■ Work instructions:
Find the word "Толстихина" in the data. Return every line where it appears.

■ Saved entries:
:::::

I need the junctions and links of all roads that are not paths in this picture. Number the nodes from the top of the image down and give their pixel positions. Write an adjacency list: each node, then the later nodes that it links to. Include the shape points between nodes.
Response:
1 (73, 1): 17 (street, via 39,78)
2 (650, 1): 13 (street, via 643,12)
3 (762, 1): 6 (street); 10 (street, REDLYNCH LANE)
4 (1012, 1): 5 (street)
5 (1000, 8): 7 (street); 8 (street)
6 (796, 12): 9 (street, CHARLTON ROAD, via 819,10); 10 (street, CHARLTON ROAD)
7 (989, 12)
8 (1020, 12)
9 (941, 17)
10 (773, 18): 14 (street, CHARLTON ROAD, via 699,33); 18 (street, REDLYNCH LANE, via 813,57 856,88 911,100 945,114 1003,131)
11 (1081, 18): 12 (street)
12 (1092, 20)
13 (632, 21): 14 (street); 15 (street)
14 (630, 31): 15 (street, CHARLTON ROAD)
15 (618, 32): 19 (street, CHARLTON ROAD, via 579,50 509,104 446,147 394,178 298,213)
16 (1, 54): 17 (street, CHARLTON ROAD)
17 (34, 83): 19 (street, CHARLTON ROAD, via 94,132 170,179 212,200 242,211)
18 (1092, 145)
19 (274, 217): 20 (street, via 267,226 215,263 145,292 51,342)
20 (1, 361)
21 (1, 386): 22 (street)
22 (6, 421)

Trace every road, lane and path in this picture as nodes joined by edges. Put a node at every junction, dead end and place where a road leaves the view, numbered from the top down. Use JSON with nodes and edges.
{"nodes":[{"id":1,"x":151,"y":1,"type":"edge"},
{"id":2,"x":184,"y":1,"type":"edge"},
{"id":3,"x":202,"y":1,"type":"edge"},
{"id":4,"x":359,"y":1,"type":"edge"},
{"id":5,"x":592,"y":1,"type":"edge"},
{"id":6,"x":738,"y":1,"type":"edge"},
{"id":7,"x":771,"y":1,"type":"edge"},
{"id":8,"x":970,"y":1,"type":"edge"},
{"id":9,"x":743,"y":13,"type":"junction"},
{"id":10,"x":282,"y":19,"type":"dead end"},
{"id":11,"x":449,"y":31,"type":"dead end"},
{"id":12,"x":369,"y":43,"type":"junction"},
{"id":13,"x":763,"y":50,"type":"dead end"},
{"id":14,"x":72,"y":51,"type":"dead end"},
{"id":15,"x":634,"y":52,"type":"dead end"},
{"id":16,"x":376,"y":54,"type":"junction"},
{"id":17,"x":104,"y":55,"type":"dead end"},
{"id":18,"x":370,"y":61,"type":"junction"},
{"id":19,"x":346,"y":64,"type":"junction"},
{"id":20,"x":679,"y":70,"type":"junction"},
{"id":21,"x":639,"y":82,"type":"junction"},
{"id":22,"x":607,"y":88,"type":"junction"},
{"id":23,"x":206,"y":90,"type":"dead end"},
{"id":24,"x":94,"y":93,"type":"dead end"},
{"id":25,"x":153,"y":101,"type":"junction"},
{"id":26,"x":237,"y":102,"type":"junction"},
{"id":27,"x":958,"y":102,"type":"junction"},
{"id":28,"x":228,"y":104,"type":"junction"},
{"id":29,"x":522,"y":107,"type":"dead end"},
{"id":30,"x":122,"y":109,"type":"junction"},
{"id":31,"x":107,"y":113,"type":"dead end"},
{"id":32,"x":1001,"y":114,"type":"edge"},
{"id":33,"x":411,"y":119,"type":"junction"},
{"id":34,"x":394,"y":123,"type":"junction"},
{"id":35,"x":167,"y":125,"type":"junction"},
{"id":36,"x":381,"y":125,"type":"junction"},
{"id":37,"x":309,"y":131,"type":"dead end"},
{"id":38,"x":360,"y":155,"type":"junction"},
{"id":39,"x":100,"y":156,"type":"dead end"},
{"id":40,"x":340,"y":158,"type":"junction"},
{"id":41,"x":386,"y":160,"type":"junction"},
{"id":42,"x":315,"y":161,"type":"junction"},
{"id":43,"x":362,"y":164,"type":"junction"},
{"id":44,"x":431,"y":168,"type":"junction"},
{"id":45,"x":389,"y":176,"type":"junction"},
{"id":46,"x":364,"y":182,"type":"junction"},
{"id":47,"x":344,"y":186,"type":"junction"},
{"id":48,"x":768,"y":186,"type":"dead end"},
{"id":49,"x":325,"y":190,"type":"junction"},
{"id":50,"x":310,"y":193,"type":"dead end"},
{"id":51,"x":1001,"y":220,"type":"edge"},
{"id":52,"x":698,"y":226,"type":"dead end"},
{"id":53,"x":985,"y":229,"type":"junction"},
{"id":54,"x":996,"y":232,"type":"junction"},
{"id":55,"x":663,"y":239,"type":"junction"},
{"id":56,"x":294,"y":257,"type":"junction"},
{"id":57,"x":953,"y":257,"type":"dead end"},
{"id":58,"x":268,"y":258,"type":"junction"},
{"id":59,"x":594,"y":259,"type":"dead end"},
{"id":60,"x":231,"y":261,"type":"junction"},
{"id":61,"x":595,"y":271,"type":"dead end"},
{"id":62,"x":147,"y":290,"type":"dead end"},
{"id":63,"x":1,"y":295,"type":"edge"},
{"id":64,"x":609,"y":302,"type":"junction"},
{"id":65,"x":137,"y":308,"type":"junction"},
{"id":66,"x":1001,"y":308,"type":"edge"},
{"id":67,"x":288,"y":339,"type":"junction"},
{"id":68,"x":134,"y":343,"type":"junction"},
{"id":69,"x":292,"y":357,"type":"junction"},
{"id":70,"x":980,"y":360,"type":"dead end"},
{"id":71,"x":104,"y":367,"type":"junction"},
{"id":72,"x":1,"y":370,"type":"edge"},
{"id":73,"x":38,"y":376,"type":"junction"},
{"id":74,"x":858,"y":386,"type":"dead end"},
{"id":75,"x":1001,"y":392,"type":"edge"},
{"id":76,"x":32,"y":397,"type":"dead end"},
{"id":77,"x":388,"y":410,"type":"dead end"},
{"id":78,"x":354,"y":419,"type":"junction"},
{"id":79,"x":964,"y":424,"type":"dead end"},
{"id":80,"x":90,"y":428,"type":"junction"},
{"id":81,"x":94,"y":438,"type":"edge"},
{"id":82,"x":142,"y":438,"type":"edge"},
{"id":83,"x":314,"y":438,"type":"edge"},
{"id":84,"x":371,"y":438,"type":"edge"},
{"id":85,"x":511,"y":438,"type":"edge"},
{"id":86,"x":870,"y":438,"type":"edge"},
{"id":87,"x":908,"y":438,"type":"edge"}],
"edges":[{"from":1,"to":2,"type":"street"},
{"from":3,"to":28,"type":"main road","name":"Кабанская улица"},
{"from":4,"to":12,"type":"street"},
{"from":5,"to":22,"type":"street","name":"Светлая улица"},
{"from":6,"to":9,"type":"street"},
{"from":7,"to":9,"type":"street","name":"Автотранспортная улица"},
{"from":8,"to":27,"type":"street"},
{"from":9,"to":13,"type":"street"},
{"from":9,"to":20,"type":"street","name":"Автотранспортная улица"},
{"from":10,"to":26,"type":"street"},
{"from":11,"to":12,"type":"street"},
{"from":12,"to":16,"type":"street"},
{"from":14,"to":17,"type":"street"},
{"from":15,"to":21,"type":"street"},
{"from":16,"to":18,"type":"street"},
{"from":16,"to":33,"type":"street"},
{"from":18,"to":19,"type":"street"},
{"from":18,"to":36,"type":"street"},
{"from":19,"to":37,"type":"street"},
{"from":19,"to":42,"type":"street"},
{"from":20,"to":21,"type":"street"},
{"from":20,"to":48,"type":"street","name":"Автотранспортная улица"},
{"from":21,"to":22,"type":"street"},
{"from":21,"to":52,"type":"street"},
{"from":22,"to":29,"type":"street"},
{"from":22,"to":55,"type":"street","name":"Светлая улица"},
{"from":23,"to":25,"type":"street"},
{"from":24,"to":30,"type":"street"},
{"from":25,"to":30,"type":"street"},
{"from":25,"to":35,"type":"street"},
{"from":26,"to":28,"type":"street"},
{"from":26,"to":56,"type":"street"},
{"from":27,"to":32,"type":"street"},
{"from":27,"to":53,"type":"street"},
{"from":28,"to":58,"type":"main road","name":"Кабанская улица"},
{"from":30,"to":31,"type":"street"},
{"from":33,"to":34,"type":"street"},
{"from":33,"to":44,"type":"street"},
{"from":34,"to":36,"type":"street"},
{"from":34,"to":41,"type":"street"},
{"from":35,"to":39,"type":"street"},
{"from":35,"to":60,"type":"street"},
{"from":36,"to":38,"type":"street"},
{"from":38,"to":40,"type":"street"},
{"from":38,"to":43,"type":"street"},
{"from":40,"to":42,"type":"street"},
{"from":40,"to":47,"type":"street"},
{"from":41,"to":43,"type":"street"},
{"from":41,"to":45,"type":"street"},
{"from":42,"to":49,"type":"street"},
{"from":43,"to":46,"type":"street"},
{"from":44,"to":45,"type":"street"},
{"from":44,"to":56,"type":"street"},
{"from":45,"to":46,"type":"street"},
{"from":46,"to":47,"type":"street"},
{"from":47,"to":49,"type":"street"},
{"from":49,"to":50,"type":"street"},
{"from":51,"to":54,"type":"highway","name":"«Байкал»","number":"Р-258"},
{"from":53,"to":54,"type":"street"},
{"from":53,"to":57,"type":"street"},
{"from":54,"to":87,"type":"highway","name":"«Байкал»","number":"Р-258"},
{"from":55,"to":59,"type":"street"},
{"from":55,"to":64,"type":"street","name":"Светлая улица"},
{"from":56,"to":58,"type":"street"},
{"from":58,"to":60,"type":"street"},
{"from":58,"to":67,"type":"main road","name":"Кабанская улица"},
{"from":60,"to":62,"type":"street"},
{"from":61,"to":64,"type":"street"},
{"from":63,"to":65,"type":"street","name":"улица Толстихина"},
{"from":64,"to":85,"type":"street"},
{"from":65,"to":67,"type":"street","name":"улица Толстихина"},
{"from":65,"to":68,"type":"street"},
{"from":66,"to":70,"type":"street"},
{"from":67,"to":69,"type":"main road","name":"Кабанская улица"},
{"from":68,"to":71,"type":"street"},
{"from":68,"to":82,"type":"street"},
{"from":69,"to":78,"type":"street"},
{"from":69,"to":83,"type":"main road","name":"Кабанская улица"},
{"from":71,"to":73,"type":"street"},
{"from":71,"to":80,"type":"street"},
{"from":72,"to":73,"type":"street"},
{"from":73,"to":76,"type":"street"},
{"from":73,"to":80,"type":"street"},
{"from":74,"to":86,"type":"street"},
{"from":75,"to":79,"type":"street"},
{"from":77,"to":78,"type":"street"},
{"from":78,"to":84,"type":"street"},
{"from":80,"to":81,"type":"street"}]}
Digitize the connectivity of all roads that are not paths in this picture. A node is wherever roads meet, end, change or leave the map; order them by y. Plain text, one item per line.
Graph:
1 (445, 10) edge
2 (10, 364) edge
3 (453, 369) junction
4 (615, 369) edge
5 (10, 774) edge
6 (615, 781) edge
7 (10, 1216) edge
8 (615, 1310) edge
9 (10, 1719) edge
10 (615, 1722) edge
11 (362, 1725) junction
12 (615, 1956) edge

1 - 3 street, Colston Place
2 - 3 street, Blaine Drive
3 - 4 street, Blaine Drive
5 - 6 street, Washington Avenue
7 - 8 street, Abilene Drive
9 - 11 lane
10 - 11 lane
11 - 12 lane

:::::

■ Reply to the exercise:
{"from":63,"to":65,"type":"street","name":"улица Толстихина"},
{"from":65,"to":67,"type":"street","name":"улица Толстихина"},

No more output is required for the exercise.